* **Activity**
Only lines holding "SAPPHIRE" are wanted; copy each of them from the records below.

* **Source material**
-- -- --

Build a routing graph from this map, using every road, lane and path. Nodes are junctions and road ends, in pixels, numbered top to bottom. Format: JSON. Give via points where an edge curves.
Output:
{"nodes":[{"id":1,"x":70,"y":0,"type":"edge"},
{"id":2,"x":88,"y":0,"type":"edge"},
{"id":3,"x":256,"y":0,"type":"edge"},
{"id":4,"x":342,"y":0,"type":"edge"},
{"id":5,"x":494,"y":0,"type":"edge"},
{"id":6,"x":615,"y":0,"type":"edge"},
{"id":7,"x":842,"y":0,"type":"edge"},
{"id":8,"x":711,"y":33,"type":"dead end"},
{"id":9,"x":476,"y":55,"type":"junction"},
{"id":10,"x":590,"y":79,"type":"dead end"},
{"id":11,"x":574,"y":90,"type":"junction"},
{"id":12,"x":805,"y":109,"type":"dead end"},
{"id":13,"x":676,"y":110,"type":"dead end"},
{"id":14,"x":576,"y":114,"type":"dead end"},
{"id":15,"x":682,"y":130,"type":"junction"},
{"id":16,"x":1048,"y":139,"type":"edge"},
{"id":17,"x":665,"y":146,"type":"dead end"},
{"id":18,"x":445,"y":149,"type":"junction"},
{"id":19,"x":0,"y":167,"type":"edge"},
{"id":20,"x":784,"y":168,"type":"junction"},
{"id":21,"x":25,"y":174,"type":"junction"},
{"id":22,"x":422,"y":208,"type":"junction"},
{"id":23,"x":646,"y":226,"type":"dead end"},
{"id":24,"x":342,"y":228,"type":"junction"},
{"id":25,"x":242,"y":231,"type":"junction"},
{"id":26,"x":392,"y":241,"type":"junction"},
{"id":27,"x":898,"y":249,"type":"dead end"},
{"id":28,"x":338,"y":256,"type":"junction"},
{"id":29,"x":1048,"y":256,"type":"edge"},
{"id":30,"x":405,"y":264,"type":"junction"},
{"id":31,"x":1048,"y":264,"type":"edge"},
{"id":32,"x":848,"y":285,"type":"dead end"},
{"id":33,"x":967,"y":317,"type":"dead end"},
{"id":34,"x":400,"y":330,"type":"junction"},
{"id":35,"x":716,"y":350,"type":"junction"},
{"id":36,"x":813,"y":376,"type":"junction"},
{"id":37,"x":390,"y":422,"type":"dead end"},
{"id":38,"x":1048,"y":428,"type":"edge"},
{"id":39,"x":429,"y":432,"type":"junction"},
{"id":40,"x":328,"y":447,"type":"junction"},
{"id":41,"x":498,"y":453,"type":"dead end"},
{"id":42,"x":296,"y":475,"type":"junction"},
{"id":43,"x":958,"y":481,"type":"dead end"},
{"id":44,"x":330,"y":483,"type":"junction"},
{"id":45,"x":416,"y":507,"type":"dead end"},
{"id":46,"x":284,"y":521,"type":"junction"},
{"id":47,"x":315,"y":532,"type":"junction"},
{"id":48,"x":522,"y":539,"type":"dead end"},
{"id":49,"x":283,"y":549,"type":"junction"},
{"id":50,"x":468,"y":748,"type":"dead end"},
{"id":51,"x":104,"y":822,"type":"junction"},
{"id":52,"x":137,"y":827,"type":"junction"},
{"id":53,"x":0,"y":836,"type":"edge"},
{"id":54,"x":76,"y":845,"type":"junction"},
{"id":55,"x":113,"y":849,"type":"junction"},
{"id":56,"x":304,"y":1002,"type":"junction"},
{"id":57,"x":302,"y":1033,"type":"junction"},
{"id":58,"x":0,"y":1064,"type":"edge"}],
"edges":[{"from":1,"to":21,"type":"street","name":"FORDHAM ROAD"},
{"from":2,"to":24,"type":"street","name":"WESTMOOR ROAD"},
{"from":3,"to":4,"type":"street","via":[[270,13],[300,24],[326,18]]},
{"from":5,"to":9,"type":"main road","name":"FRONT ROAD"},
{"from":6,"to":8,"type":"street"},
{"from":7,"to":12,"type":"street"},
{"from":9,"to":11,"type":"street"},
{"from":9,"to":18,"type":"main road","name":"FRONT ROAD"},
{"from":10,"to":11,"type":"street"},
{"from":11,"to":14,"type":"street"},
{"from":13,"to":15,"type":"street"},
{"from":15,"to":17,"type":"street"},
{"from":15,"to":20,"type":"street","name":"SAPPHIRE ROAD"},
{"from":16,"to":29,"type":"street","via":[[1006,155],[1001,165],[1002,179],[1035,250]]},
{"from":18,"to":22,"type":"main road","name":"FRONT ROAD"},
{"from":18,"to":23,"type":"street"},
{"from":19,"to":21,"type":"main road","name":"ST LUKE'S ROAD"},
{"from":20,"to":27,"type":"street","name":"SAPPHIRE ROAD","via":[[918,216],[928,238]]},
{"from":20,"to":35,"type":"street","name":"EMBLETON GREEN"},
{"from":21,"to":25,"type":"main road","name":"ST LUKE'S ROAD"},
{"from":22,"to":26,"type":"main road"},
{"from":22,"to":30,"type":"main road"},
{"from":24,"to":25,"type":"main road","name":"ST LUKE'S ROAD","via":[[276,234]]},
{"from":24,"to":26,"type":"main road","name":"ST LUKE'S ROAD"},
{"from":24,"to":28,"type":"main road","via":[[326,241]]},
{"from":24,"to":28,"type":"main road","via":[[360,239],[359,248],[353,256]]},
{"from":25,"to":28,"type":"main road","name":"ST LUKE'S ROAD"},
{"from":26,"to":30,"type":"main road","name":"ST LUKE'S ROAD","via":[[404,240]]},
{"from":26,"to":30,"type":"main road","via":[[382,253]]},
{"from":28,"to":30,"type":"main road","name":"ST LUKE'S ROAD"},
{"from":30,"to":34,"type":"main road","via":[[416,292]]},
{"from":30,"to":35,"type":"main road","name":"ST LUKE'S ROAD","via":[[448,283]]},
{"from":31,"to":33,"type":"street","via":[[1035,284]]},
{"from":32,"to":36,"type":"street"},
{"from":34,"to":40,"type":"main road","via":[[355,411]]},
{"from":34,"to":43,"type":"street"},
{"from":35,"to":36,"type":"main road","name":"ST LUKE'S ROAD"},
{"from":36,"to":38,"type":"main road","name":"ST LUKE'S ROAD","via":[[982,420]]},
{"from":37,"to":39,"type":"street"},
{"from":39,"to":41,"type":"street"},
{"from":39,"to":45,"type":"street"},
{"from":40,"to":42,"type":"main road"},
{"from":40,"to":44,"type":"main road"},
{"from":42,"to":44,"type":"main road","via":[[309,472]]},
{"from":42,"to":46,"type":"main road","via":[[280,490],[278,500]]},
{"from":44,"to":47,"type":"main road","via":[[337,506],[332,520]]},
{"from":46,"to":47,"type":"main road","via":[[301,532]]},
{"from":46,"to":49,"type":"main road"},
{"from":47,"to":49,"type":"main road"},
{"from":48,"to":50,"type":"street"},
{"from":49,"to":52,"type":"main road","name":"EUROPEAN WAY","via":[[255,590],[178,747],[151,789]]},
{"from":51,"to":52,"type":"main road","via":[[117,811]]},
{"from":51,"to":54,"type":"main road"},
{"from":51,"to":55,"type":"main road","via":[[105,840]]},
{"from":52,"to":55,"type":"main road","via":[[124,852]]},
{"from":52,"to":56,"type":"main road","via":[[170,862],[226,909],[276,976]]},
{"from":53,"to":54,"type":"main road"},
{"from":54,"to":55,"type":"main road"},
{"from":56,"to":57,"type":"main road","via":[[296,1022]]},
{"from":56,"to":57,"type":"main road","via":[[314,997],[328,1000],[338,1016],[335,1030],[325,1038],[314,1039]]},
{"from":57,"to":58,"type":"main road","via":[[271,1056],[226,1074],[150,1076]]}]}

-- -- --

* **Task output**
{"from":15,"to":20,"type":"street","name":"SAPPHIRE ROAD"},
{"from":20,"to":27,"type":"street","name":"SAPPHIRE ROAD","via":[[918,216],[928,238]]},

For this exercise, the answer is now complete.